D.H.M, le 09/04/2023 à 22:32
Bof bof, cette critique...un peu grandiloquente ! Après 15 jours d'écoutes, je trouve Memento Mori plutôt réussi: un retour à l'électronique, des mélodies chantées qui restent bien en tête. À part 2 titres que je trouve moins bons (My favorite stranger et Before we drown) le reste est séduisant et surtout la voix de Gahan est plus travaillée; fort de son expérience Imposter, il propose des couleurs chatoyantes, plus douces. Et la dernière chanson écrite, la 1ère sur l'album, My cosmos is mine, est incroyable: un voyage sonore, sans véritable refrain ou couplet, très expérimentale, proche de l'art abstrait en peinture qui confirme que DM parvient encore et toujours à combiner un côté pointu et avant-gardiste avec un côté populaire et plus accessible (Ghosts again).
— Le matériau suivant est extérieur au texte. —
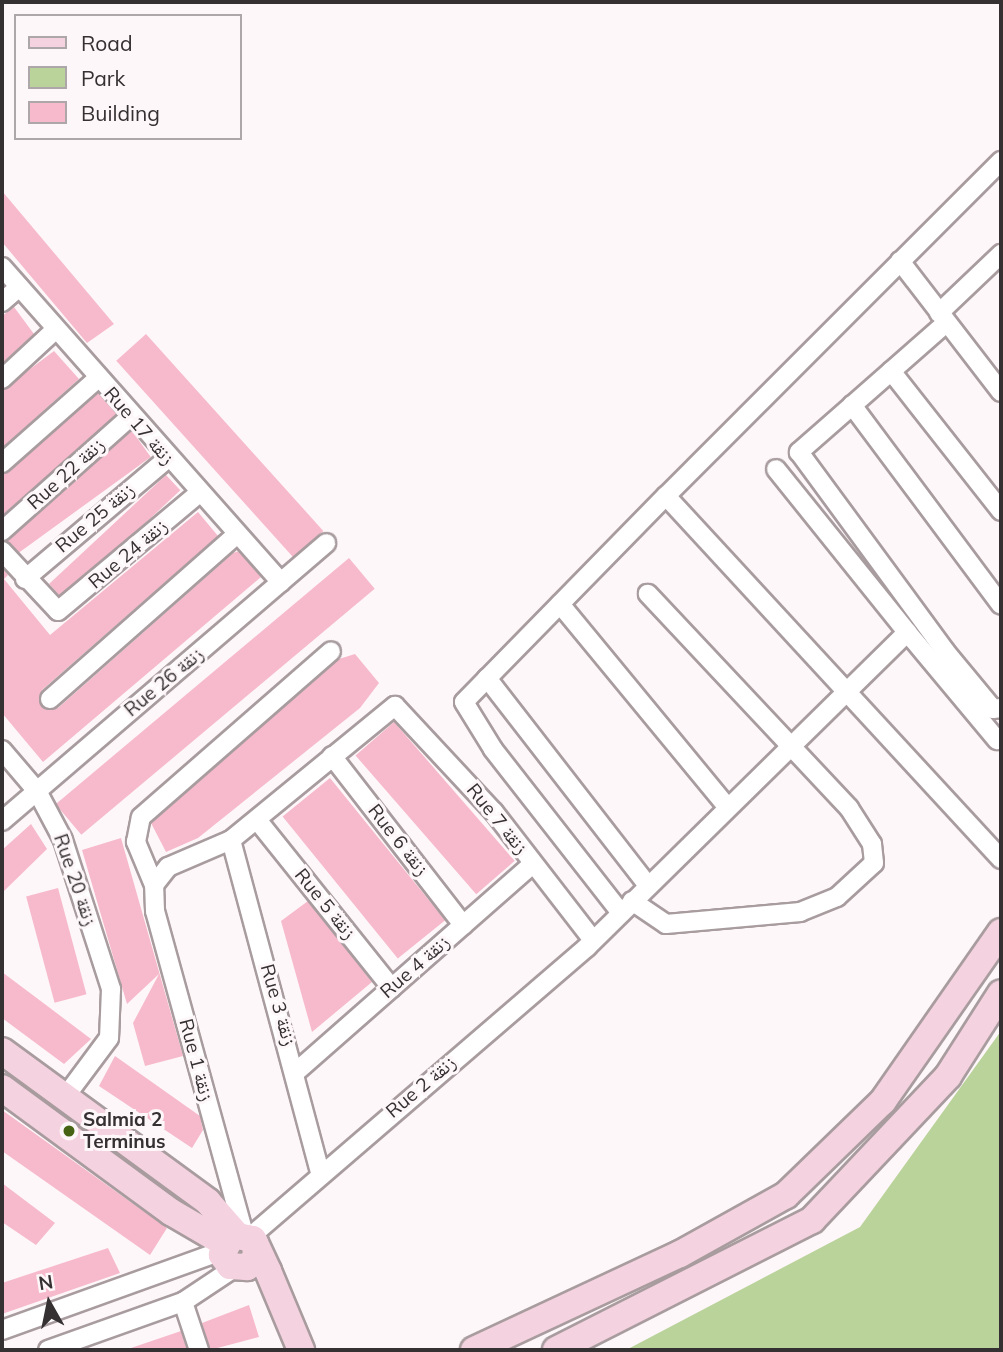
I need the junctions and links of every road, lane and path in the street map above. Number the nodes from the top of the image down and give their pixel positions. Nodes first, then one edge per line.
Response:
1 (1001, 161) edge
2 (900, 261) junction
3 (998, 265) edge
4 (2, 267) edge
5 (19, 287) junction
6 (2, 302) edge
7 (942, 318) junction
8 (55, 330) junction
9 (891, 371) junction
10 (2, 379) edge
11 (98, 379) junction
12 (1001, 392) edge
13 (852, 405) junction
14 (131, 416) junction
15 (167, 458) junction
16 (2, 463) edge
17 (776, 469) dead end
18 (199, 493) junction
19 (666, 496) junction
20 (1001, 511) edge
21 (2, 531) edge
22 (236, 535) junction
23 (326, 543) dead end
24 (2, 551) edge
25 (25, 579) junction
26 (281, 583) junction
27 (648, 594) dead end
28 (560, 604) junction
29 (1001, 605) edge
30 (907, 632) junction
31 (331, 651) dead end
32 (487, 678) junction
33 (846, 690) junction
34 (50, 699) dead end
35 (1001, 709) edge
36 (997, 740) dead end
37 (786, 745) junction
38 (2, 750) edge
39 (332, 756) junction
40 (37, 791) junction
41 (726, 804) junction
42 (2, 821) edge
43 (258, 821) junction
44 (231, 840) junction
45 (1001, 859) edge
46 (533, 864) junction
47 (647, 884) junction
48 (154, 886) junction
49 (626, 907) junction
50 (463, 925) junction
51 (1001, 932) edge
52 (592, 939) junction
53 (392, 988) junction
54 (1001, 993) edge
55 (2, 1051) edge
56 (297, 1071) junction
57 (2, 1088) edge
58 (65, 1097) junction
59 (320, 1171) junction
60 (239, 1247) junction
61 (183, 1302) junction
62 (2, 1330) edge
63 (48, 1350) edge
64 (199, 1350) edge
65 (284, 1350) edge
66 (301, 1350) edge
67 (474, 1350) edge
68 (556, 1350) edge

1 - 2 street
2 - 7 street
2 - 19 street
3 - 7 street
4 - 5 street, Rue 17 زنقة
5 - 6 street
5 - 8 street, Rue 17 زنقة
7 - 9 street
7 - 12 street
8 - 10 street
8 - 11 street, Rue 17 زنقة
9 - 13 street
9 - 20 street
11 - 14 street, Rue 17 زنقة
11 - 16 street
13 - 29 street
13 - 35 street
14 - 15 street, Rue 17 زنقة
14 - 21 street, Rue 22 زنقة
15 - 18 street, Rue 17 زنقة
15 - 25 street, Rue 25 زنقة
17 - 30 street
18 - 22 street, Rue 17 زنقة
18 - 25 street, Rue 24 زنقة
19 - 28 street
19 - 33 street
22 - 26 street, Rue 17 زنقة
22 - 34 street
23 - 26 street, Rue 26 زنقة
24 - 25 street
26 - 40 street, Rue 26 زنقة
27 - 37 street
28 - 32 street
28 - 41 street
30 - 33 street, Rue 2 زنقة
30 - 36 street
31 - 48 street, Rue 1 زنقة
32 - 47 street
32 - 49 street
33 - 37 street, Rue 2 زنقة
33 - 45 street
37 - 41 street, Rue 2 زنقة
37 - 49 street
38 - 40 street, Rue 20 زنقة
39 - 43 street
39 - 46 street, Rue 7 زنقة
39 - 50 street, Rue 6 زنقة
40 - 42 street, Rue 26 زنقة
40 - 58 street, Rue 20 زنقة
41 - 47 street, Rue 2 زنقة
43 - 44 street
43 - 53 street, Rue 5 زنقة
44 - 48 street
44 - 56 street, Rue 3 زنقة
46 - 50 street, Rue 4 زنقة
46 - 52 street, Rue 7 زنقة
47 - 49 street, Rue 2 زنقة
48 - 60 street, Rue 1 زنقة
49 - 52 street, Rue 2 زنقة
50 - 53 street, Rue 4 زنقة
51 - 67 street
52 - 59 street, Rue 2 زنقة
53 - 56 street, Rue 4 زنقة
54 - 68 street
55 - 58 street
56 - 59 street, Rue 3 زنقة
57 - 60 street
58 - 60 street
59 - 60 street, Rue 2 زنقة
60 - 61 street
60 - 62 street
60 - 65 street
60 - 66 street
61 - 63 street
61 - 64 street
Merci messieurs Gore & Gahan pour ce que vous avez apporté à la musique depuis plus de 40 ans !
DanielAR, le 30/03/2023 à 11:56
Merci pour le commentaire ! Je mesure chaque jour le privilège d'être libre et ne pas avoir d'impositions éditoriales (autres que des conseils amicaux). Dans le passé, j'ai travaillé pour des magazines et des radios où le "commerce" orientait les choix. Il était de bon ton de recopier (ou de paraphraser) le dossier de presse de la firme de disques. Ici, je peux écrire ce que je ressens. Par exemple, que je ne partage pas complètement ton enthousiasme pour Exciter... :-) Mais c'est l'histoire qui dira qui a plus ou moins raison.
Etienne, le 29/03/2023 à 20:12
Très sympa cette chronique et moins dithyrambique que ce qu'on peut lire partout ! Par contre, pas d'accord sur un point. Leur meilleur album du 21ème siècle c'est Exciter ;-)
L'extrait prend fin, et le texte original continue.